What is expected:
Whenever a line below holds the word "numbered", copy that line.

++++ Given entries ++++

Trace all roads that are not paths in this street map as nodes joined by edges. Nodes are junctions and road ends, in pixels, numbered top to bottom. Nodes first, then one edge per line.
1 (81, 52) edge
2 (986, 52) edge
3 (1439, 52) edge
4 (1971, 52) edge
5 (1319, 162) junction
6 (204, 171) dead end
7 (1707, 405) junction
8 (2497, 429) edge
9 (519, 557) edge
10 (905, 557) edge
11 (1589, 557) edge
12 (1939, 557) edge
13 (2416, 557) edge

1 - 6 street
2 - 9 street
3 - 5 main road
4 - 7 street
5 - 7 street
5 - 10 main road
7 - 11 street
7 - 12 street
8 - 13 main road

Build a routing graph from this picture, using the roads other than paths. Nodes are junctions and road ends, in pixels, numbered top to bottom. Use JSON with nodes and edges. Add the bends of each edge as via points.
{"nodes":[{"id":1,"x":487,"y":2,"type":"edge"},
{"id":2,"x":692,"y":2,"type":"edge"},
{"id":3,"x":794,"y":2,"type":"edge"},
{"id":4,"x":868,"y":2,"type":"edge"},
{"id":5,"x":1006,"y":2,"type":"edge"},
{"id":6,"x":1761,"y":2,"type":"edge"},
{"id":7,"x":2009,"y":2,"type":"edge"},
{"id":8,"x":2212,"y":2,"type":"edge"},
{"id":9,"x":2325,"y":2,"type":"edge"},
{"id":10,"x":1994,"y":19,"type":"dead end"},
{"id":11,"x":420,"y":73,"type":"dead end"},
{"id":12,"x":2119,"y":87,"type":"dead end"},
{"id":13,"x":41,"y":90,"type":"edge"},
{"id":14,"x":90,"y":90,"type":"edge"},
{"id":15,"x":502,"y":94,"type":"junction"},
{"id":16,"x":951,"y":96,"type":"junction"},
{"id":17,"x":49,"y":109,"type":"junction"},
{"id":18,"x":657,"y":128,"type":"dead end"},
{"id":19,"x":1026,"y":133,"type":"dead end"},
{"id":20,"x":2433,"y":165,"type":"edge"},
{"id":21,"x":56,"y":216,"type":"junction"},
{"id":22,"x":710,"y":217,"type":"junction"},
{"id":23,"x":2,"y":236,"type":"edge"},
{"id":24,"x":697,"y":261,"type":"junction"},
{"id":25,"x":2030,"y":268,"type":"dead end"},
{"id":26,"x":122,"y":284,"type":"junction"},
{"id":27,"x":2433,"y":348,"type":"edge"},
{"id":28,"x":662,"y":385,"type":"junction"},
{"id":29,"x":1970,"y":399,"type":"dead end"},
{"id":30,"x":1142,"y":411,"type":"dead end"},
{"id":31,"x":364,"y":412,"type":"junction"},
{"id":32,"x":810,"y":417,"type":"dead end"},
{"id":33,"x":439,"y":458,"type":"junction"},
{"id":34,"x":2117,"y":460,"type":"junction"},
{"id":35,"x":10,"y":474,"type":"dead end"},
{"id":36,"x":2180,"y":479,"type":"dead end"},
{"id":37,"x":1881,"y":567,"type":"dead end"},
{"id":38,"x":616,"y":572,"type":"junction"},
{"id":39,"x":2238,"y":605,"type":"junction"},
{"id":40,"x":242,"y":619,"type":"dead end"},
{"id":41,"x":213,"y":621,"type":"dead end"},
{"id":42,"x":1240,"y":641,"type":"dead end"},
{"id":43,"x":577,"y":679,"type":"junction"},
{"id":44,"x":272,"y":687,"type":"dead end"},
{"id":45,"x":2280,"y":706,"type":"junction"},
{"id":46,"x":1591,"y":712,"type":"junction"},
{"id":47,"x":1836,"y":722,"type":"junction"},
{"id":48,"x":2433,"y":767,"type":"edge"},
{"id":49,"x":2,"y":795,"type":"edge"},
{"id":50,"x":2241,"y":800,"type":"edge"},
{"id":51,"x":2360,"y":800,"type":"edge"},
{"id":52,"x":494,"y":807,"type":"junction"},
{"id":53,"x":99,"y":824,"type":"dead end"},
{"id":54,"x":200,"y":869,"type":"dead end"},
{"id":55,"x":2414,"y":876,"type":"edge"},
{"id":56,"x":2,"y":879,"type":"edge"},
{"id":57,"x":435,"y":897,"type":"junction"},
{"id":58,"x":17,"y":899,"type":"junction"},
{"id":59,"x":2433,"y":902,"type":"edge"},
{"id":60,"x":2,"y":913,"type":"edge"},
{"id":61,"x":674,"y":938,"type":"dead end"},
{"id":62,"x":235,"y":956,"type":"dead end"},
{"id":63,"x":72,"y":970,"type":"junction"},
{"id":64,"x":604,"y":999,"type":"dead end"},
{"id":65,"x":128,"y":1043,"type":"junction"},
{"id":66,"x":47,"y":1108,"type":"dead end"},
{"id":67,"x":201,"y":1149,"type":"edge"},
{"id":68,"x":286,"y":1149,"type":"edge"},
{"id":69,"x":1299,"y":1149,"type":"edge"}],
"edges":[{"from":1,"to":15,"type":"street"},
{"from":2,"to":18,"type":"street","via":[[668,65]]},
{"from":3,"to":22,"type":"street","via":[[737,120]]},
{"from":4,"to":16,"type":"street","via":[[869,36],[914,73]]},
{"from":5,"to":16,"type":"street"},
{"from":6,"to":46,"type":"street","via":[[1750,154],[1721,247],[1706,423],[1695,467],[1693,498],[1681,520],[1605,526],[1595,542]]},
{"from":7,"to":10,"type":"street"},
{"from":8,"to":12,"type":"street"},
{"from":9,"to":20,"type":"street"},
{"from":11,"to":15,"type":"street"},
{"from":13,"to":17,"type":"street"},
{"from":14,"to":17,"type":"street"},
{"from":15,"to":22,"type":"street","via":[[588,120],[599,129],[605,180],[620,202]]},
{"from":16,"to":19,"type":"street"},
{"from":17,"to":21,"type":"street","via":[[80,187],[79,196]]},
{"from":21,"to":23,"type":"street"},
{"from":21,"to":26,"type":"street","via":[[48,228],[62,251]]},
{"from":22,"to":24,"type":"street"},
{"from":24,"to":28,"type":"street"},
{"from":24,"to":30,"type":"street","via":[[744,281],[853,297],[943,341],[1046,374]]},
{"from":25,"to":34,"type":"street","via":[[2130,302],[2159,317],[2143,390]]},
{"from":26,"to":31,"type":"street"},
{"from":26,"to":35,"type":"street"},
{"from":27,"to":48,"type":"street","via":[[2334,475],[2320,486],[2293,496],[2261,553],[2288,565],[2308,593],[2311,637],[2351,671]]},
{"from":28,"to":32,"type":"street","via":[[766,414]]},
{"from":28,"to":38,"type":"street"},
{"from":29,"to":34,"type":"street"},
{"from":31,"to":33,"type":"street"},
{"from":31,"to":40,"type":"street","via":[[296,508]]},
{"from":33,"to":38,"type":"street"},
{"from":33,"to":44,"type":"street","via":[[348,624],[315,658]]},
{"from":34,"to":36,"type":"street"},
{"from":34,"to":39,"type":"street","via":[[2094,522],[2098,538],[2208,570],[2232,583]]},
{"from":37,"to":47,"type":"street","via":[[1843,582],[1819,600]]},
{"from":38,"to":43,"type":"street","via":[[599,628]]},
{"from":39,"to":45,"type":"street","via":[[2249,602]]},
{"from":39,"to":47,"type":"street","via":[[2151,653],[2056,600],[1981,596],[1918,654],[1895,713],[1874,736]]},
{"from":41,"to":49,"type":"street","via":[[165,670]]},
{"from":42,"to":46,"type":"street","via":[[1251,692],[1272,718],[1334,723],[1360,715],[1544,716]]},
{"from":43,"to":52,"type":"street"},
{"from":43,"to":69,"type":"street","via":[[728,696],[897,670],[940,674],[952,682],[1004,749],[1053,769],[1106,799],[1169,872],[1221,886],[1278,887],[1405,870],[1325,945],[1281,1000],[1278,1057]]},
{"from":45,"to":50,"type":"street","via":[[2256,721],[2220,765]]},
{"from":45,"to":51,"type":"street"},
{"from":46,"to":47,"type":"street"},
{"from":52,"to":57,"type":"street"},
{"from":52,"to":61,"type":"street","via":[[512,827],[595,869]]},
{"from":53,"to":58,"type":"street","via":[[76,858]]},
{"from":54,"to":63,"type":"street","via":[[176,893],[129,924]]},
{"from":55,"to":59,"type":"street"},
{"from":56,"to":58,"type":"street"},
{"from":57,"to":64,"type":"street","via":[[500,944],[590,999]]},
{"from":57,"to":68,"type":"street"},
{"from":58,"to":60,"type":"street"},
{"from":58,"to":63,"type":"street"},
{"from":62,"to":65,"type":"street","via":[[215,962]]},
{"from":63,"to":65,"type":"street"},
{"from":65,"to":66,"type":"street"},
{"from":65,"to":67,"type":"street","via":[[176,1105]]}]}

++++

Solution below:
Trace all roads that are not paths in this street map as nodes joined by edges. Nodes are junctions and road ends, in pixels, numbered top to bottom. Nodes first, then one edge per line.
Build a routing graph from this picture, using the roads other than paths. Nodes are junctions and road ends, in pixels, numbered top to bottom. Use JSON with nodes and edges. Add the bends of each edge as via points.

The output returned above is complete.